#### What you will do
Search the data for the word "this" and copy every line that contains it.

#### Records for processing
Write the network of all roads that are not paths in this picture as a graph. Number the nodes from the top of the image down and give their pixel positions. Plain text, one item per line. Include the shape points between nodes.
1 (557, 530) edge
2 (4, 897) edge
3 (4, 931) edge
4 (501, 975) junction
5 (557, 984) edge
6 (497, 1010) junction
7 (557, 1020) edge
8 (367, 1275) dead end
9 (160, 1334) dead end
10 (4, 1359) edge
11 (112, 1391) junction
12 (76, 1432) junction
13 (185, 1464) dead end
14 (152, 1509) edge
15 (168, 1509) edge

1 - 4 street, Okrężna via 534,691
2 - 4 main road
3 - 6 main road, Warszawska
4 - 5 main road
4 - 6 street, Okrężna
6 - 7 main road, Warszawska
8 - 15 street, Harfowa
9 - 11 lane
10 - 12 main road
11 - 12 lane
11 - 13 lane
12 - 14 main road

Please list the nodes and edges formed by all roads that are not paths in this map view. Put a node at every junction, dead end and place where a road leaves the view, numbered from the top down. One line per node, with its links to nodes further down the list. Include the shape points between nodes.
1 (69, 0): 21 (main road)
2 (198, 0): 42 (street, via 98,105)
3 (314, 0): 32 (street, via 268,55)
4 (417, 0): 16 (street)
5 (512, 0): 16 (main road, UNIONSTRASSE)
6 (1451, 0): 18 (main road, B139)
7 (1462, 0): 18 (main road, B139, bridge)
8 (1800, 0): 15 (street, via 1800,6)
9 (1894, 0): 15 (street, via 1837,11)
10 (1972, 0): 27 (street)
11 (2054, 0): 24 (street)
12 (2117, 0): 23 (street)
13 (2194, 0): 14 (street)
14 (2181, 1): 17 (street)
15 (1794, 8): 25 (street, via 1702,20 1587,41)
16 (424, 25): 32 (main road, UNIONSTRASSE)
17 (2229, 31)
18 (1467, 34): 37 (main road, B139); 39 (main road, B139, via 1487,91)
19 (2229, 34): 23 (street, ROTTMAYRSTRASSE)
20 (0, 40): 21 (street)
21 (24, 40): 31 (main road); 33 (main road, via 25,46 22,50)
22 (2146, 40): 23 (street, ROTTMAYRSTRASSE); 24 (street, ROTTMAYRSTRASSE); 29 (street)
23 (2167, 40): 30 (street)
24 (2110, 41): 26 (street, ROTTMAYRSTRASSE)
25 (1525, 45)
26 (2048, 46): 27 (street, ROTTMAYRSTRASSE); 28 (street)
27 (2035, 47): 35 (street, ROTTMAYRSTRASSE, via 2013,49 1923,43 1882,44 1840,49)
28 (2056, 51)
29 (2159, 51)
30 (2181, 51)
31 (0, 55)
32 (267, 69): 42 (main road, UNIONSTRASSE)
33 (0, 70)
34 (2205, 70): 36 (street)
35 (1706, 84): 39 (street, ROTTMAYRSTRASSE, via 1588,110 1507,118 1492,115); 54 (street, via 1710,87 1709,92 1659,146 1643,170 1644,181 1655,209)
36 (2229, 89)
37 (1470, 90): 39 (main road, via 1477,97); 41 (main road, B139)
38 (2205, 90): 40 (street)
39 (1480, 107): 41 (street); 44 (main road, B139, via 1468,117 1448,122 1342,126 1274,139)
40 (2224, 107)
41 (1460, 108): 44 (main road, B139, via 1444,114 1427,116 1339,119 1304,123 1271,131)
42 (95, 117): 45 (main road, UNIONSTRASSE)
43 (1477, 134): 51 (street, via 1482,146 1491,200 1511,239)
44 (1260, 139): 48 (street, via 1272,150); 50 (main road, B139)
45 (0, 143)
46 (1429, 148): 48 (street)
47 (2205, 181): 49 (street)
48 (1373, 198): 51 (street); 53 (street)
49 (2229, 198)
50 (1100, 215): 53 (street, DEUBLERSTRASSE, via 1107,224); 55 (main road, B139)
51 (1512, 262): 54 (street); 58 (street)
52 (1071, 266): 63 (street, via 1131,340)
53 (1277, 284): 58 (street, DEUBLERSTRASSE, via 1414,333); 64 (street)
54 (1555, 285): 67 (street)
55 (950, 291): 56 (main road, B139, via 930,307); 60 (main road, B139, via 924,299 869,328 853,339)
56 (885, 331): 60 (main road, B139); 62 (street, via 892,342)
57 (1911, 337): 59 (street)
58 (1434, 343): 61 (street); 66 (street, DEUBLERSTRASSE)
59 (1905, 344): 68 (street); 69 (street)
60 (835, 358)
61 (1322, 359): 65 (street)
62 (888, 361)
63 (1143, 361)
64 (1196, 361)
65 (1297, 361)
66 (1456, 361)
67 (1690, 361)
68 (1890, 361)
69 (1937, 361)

#### Exercise solution
Write the network of all roads that are not paths in this picture as a graph. Number the nodes from the top of the image down and give their pixel positions. Plain text, one item per line. Include the shape points between nodes.
Please list the nodes and edges formed by all roads that are not paths in this map view. Put a node at every junction, dead end and place where a road leaves the view, numbered from the top down. One line per node, with its links to nodes further down the list. Include the shape points between nodes.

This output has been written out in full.